• Exercise data:
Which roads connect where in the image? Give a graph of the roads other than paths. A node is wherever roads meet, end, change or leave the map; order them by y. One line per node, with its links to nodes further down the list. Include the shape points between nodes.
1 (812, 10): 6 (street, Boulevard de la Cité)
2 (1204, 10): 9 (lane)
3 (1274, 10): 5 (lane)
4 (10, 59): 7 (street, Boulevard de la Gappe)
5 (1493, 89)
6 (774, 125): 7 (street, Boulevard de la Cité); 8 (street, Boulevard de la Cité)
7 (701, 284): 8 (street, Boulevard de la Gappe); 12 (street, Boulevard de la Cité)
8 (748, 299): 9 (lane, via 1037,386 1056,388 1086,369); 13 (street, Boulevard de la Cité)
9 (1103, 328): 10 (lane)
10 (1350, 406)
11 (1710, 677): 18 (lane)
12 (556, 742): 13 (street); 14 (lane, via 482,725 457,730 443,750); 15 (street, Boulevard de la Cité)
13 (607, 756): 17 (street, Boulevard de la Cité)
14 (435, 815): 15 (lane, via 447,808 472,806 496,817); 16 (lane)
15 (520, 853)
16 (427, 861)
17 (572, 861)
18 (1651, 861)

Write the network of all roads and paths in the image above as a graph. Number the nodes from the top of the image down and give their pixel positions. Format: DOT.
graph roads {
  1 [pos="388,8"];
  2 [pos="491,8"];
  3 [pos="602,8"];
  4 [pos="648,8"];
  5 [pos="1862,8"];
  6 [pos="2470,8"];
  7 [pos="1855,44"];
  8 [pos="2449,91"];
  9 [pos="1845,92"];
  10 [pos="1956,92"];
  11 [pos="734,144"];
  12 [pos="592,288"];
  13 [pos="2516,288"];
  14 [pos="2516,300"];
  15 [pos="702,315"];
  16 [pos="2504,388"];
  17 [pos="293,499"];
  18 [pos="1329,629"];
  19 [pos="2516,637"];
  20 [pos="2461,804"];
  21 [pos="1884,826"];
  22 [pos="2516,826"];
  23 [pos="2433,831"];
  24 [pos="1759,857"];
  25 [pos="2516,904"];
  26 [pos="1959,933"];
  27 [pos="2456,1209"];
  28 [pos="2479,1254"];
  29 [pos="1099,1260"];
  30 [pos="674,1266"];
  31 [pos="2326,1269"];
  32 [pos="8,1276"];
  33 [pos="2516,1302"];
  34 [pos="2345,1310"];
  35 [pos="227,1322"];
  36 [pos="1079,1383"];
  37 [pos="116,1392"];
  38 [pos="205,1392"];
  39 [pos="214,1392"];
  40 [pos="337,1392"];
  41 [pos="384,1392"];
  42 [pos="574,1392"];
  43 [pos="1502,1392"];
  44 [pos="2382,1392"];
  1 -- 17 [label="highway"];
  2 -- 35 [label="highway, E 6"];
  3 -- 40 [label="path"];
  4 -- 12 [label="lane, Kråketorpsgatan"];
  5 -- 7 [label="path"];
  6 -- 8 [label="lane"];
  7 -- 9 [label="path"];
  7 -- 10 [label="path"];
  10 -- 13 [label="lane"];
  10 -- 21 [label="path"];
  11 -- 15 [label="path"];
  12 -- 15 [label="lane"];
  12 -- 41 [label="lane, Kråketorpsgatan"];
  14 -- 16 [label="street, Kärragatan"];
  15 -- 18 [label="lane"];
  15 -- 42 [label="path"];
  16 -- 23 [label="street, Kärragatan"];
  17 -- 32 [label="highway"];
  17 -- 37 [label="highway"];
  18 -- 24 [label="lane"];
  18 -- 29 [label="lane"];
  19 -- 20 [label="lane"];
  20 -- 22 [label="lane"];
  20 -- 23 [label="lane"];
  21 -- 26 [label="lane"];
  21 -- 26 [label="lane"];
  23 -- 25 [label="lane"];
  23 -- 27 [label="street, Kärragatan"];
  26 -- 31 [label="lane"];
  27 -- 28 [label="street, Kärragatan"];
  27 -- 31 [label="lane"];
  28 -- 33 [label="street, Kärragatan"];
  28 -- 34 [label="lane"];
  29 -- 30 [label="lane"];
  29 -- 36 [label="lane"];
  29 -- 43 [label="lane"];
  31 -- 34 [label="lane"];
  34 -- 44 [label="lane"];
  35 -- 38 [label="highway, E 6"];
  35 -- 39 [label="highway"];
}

• About this task:
Nothing but an exact repetition of the entries is expected here.

• Solution to this task:
Which roads connect where in the image? Give a graph of the roads other than paths. A node is wherever roads meet, end, change or leave the map; order them by y. One line per node, with its links to nodes further down the list. Include the shape points between nodes.
1 (812, 10): 6 (street, Boulevard de la Cité)
2 (1204, 10): 9 (lane)
3 (1274, 10): 5 (lane)
4 (10, 59): 7 (street, Boulevard de la Gappe)
5 (1493, 89)
6 (774, 125): 7 (street, Boulevard de la Cité); 8 (street, Boulevard de la Cité)
7 (701, 284): 8 (street, Boulevard de la Gappe); 12 (street, Boulevard de la Cité)
8 (748, 299): 9 (lane, via 1037,386 1056,388 1086,369); 13 (street, Boulevard de la Cité)
9 (1103, 328): 10 (lane)
10 (1350, 406)
11 (1710, 677): 18 (lane)
12 (556, 742): 13 (street); 14 (lane, via 482,725 457,730 443,750); 15 (street, Boulevard de la Cité)
13 (607, 756): 17 (street, Boulevard de la Cité)
14 (435, 815): 15 (lane, via 447,808 472,806 496,817); 16 (lane)
15 (520, 853)
16 (427, 861)
17 (572, 861)
18 (1651, 861)

Write the network of all roads and paths in the image above as a graph. Number the nodes from the top of the image down and give their pixel positions. Format: DOT.
graph roads {
  1 [pos="388,8"];
  2 [pos="491,8"];
  3 [pos="602,8"];
  4 [pos="648,8"];
  5 [pos="1862,8"];
  6 [pos="2470,8"];
  7 [pos="1855,44"];
  8 [pos="2449,91"];
  9 [pos="1845,92"];
  10 [pos="1956,92"];
  11 [pos="734,144"];
  12 [pos="592,288"];
  13 [pos="2516,288"];
  14 [pos="2516,300"];
  15 [pos="702,315"];
  16 [pos="2504,388"];
  17 [pos="293,499"];
  18 [pos="1329,629"];
  19 [pos="2516,637"];
  20 [pos="2461,804"];
  21 [pos="1884,826"];
  22 [pos="2516,826"];
  23 [pos="2433,831"];
  24 [pos="1759,857"];
  25 [pos="2516,904"];
  26 [pos="1959,933"];
  27 [pos="2456,1209"];
  28 [pos="2479,1254"];
  29 [pos="1099,1260"];
  30 [pos="674,1266"];
  31 [pos="2326,1269"];
  32 [pos="8,1276"];
  33 [pos="2516,1302"];
  34 [pos="2345,1310"];
  35 [pos="227,1322"];
  36 [pos="1079,1383"];
  37 [pos="116,1392"];
  38 [pos="205,1392"];
  39 [pos="214,1392"];
  40 [pos="337,1392"];
  41 [pos="384,1392"];
  42 [pos="574,1392"];
  43 [pos="1502,1392"];
  44 [pos="2382,1392"];
  1 -- 17 [label="highway"];
  2 -- 35 [label="highway, E 6"];
  3 -- 40 [label="path"];
  4 -- 12 [label="lane, Kråketorpsgatan"];
  5 -- 7 [label="path"];
  6 -- 8 [label="lane"];
  7 -- 9 [label="path"];
  7 -- 10 [label="path"];
  10 -- 13 [label="lane"];
  10 -- 21 [label="path"];
  11 -- 15 [label="path"];
  12 -- 15 [label="lane"];
  12 -- 41 [label="lane, Kråketorpsgatan"];
  14 -- 16 [label="street, Kärragatan"];
  15 -- 18 [label="lane"];
  15 -- 42 [label="path"];
  16 -- 23 [label="street, Kärragatan"];
  17 -- 32 [label="highway"];
  17 -- 37 [label="highway"];
  18 -- 24 [label="lane"];
  18 -- 29 [label="lane"];
  19 -- 20 [label="lane"];
  20 -- 22 [label="lane"];
  20 -- 23 [label="lane"];
  21 -- 26 [label="lane"];
  21 -- 26 [label="lane"];
  23 -- 25 [label="lane"];
  23 -- 27 [label="street, Kärragatan"];
  26 -- 31 [label="lane"];
  27 -- 28 [label="street, Kärragatan"];
  27 -- 31 [label="lane"];
  28 -- 33 [label="street, Kärragatan"];
  28 -- 34 [label="lane"];
  29 -- 30 [label="lane"];
  29 -- 36 [label="lane"];
  29 -- 43 [label="lane"];
  31 -- 34 [label="lane"];
  34 -- 44 [label="lane"];
  35 -- 38 [label="highway, E 6"];
  35 -- 39 [label="highway"];
}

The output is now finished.